John Barnett, a professional travel photographer, cinematographer and Getty Images contributor, said he uses both his digital single-lens reflex camera and his iPhone as he travels around the world but that he has been fascinated with mobile photography since the first iPhone launched.
Last week's Get App-y column looked at the Samsung Galaxy Camera, a high-quality camera connected to the Google Play store for Android devices.
This week, Barnett provides a tour of apps for the iPhone in time to download them for summer travel, and offers his own tips for using each one.
First on his list is one he and a friend created as their go-to app for editing and taking photos: Wood Camera — Vintage Photo Editor (99 cents, Bright Mango).
Barnett, 28, who lives in New Haven, Conn., just outside New York, but once lived in Tulsa, said the pair wanted to solve many of the problems they had found in other photography apps and to offer more editing features and filters than were in Instagram, an app they loved.
Wood Camera, which last week was ranked No. 6 on the iTunes store among all paid apps, lets users do basic photo editing — adjusting brightness and contrast and sharpening and straightening, apply a variety of filters and share them. It also has a lightbox that allows people to import a batch of photos at once for editing.
• Pro tip: Find a lens you like and then play around with the brightness, contrast and saturation.
While we all have our own list of photo apps that we use among the hundreds available on the iTunes store, here is Barnett's list of four other favorites and tips that he offers when people ask him what to know about when they travel.
Diptic (99 cents, Peak Systems): This app lets you combine up to nine photos into collages with different filters, borders and layouts. It's one way to combine photos into a highlight of a single event.
• Pro tip: Don't be overwhelmed by layout options, which total more than 165. Start with something simple and then adjust the aspect ratio and shape of the layout. Connect your Facebook account so you can import those photos directly into the app.

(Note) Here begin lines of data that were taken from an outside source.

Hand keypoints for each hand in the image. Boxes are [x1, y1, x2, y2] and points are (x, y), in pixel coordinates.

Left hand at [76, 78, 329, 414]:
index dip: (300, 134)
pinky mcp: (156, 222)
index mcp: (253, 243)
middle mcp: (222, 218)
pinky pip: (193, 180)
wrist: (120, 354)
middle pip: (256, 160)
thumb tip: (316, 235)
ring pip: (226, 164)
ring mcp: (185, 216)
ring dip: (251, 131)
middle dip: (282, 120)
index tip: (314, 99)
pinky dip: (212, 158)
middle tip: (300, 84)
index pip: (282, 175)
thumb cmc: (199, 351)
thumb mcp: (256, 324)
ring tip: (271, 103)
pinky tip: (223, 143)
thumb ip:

ProHDR ($3.99 for a full version, free for a lite version from eyeApps): Barnett says this is the best solution for creating photos in the “high dynamic range” of images for people who aren't sure what it is. HDR is especially good for shooting landscapes and scenes that have both light and dark images. While the look can be overdone, this app gives users more control than the iPhone's own settings, including after the photo has been taken, he said.
• Pro tip: Hold the iPhone steady while two shots of different exposures are taken at the same time. This will prevent ghosting and blurred areas.
Slow Shutter Cam — long exposure photograph (99 cents, Cogitap): Capture light trails and blurred movement, especially like traffic lights at night or running water.
• Pro tip: Use a tripod or prop up the iPhone to keep it steady during the shot.
8 mm Vintage camera (1.99, Nexvio). This app lets you shoot retro-looking videos with your iPhone and apply effects to existing videos, Barnett said.
“It looks very real and retro and gritty,” he said. “It's obviously not for everything.”
• Pro tip: In this app, you can choose to record audio or mute the sound for making a silent movie or add a projector sound, Barnett said.
And Barnett's general iPhone tips are basic ones for beginners: 1) Get closer to your subject instead of zooming in, which reduces the quality and size of your images. 2) Think about lighting — find the most interesting lighting outdoors at sunrise and sunset — and your photos will improve. 3) Pick your best photos on the iPhone and print them: “Most people have years of digital images and very, very few actual printed copies,” he said.